How volunteers from all over the world create live broadcasts of ICPC-2019
My name is Lida Perovskaya, I work at Yandex, and since 2015 I have been helping to organize the live broadcast of the International Collegiate Programming Contest. ICPC, the student programming world championship, has been held annually since the 1970s. This is almost the only olympiad of this level, which is developing thanks to the efforts of hundreds of volunteers from around the world. Today I will tell readers of Habr how my work on ICPC from the inside is arranged. And I invite you to watch the broadcast of the event and try your own hand at solving problems simultaneously with the participants.
For us volunteers, it is important that the event is interesting and useful for both participants and spectators. But to do this is not easy. 135 teams from 110 countries were announced for the final alone, each team has three people, and all of them participate simultaneously! Whom, when and how to broadcast? What code to show? How to comment to make it useful?

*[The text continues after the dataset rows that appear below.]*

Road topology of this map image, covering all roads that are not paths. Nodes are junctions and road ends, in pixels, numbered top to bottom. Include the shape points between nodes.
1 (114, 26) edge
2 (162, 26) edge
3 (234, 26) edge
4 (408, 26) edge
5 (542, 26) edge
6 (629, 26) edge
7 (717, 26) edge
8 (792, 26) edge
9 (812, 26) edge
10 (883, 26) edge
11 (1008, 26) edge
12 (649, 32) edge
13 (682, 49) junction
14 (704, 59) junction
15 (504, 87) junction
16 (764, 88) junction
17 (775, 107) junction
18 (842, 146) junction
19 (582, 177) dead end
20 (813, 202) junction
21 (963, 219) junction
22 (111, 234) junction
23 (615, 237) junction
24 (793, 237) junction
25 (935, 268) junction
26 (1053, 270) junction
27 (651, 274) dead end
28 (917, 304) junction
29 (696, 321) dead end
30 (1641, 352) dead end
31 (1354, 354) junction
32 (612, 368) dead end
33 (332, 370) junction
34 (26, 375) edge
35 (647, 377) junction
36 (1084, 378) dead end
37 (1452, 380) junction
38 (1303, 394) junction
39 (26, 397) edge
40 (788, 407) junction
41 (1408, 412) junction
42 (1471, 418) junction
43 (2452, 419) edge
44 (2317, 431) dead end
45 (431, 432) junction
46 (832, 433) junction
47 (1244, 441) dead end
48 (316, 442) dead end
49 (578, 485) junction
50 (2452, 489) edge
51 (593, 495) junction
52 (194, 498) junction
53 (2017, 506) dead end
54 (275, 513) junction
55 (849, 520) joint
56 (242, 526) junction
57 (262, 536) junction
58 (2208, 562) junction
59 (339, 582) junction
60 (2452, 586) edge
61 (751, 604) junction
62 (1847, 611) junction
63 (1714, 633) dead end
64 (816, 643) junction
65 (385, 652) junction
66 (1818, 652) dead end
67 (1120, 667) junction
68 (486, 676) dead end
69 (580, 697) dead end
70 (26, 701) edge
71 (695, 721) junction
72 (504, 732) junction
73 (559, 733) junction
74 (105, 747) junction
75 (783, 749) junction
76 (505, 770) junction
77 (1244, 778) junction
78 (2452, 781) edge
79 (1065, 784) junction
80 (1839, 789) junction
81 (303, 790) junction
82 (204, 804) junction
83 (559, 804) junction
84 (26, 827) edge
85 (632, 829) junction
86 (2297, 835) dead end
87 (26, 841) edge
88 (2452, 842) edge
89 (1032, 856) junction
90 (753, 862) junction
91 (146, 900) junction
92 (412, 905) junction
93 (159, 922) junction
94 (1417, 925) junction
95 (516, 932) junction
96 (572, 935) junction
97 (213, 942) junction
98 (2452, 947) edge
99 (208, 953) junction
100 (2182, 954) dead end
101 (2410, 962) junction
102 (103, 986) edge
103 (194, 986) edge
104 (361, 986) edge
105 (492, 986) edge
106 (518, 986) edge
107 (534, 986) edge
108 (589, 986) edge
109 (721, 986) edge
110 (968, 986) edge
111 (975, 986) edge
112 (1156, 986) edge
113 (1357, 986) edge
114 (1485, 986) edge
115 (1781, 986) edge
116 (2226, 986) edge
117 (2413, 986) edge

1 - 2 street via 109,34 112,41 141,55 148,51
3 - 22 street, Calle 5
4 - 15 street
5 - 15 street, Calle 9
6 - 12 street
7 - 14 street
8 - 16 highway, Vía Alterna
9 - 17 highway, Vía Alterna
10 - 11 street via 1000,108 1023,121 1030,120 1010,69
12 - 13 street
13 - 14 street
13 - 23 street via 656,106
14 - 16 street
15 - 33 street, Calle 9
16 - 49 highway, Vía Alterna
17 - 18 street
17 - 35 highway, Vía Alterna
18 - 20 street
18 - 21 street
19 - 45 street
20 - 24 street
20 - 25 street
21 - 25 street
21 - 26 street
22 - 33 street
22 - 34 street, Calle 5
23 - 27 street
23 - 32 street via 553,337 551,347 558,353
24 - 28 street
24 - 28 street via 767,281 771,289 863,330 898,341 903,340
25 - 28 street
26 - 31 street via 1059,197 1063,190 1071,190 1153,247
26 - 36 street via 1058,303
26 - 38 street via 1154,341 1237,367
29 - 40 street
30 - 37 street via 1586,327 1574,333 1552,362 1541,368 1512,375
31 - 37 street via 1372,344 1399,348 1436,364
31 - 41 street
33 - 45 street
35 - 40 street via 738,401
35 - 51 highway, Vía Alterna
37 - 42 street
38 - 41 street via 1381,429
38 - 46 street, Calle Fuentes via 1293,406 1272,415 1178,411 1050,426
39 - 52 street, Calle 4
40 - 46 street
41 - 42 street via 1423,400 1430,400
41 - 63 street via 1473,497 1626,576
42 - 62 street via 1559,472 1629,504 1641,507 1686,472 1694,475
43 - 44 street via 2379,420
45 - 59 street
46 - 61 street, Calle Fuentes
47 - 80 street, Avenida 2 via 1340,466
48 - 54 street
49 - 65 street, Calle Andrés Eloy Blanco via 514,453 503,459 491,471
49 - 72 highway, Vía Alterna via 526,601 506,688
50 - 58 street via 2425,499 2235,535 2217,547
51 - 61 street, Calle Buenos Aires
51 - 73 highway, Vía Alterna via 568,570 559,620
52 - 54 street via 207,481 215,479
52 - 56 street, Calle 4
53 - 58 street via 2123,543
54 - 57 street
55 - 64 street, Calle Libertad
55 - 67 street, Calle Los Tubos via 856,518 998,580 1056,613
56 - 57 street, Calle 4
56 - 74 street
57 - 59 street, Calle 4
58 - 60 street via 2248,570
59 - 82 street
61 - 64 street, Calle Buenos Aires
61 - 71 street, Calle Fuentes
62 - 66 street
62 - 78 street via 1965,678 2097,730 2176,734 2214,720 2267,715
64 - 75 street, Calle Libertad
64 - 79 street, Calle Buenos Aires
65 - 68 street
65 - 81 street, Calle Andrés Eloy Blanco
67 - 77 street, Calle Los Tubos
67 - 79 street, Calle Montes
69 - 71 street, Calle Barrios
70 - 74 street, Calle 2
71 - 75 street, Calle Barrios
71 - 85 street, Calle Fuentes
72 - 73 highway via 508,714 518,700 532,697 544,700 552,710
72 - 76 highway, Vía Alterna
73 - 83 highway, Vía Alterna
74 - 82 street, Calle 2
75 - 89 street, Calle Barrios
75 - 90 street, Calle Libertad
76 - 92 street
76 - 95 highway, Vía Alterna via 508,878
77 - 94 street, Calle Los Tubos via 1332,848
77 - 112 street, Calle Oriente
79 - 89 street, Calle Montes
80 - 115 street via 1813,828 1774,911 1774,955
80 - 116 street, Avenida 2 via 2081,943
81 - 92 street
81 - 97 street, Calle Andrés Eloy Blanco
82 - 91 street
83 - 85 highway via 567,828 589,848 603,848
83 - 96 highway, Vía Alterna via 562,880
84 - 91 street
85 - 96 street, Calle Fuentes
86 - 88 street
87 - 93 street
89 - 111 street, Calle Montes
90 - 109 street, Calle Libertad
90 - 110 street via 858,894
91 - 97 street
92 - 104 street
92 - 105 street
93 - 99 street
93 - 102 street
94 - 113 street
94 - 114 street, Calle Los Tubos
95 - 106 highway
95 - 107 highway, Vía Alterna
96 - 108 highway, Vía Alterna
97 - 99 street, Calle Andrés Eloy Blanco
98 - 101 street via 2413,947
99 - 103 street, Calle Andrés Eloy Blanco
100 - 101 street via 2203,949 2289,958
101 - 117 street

Let's start with the conditions of the problem.
So, in a huge hall, several hundred people write code locally and send it to the server for verification, the result of which determines their position in the final table. Everything is familiar to any contestant here. And in our headquarters - the director's studio - only five or six volunteers determine what the viewers of the broadcast will see right now.
It’s not the algorithms or even the universities that participate in the Olympiad, but people. The finale is their high point. According to the rules of the Olympiad, one and the same person cannot go to the finals more than twice. Therefore, it is important to show people first of all: their emotions, teamwork. To do this, the AXIS V5915 stationary cameras are hanging over the participants.
You can point the camera at one or the other team. We used to have to control cameras manually. This year, we wrote software that knows the coordinates of each team and can “visit” it automatically if the team did something interesting. Robots take our jobs.
But stationary cameras cannot cover everything we need. The mobile group helps: three to four people who are ready at any moment to approach the participants. This kind of shooting looks more natural.
Equipment for mobile groups is also being prepared by volunteers. We use what is already on the market, combine and finish it on our own. Our mobile kit this year looks like this:
In 2015, we received the picture “from the site” from ordinary professional video cameras connected via a wire that we had to pull along. Later switched to wireless. And this year we changed the GoPro cameras to the gyrostabilized version, so the picture even from such a compact installation looks smooth and professional.
To the “live” video we add interviews with teams. Interviews are recorded in advance and mixed into the broadcast according to a schedule, which automatically turns on the video through a homemade plug-in for OBS. The schedule during the broadcast may change.
The video has become a little clearer. But we have a programming competition, which means we need to show the tasks and the code that the participants write. And so that it was interesting.
From the technical side everything is simple. Complexity in the organization: how to decide whom and when to show?
Fortunately, we have analysts. A special team monitors the progress of the participants, finds the most interesting solutions and passes them to the director's studio. Thanks to regular backups, analysts see all the code: already sent for verification, and not yet sent. In addition, they are able to “predict” the most interesting events. For example, if a team’s decision can make it a leader, it’s worth transmitting a signal to those responsible for the video so as not to miss the emotions of the participants when the results appear. A small change in the code allowed the team to correct the error and successfully complete the task? Urgent in the room! Opponents are fighting for victory and the bill goes for seconds? We will show their confrontation in close-up to see what they are doing. All this makes the broadcast more dynamic and interesting.
And also analysts help with analysis of tasks.
Do not forget about commentators. Without them, live broadcast is not so interesting, and it is difficult for viewers to understand what is happening. We have ten commentators in the team: two people each in the Russian, English, Chinese, Portuguese and Arabic versions. They receive real-time information from analysts in order to attract the attention of viewers to interesting events.
Content from a mobile group, analysts, commentators and other sources flows into the director's studio, where we manage the broadcast “on the fly”. It is difficult, but insanely interesting.
This year we will broadcastICPC on Yandex.Air, YouTube and Twitch, VKontakte and some other sites. What would you like to see in the broadcast? Who do you think would be the ideal commentator for a programming competition?
By the way, we recall that any viewer can informally participate in the Olympiad. All tasks will be available on the official icpc.global website. Send the solutions to the server for verification, and maybe you will overtake the finalists of ICPC-2019.
It will be interesting, cheer for ours!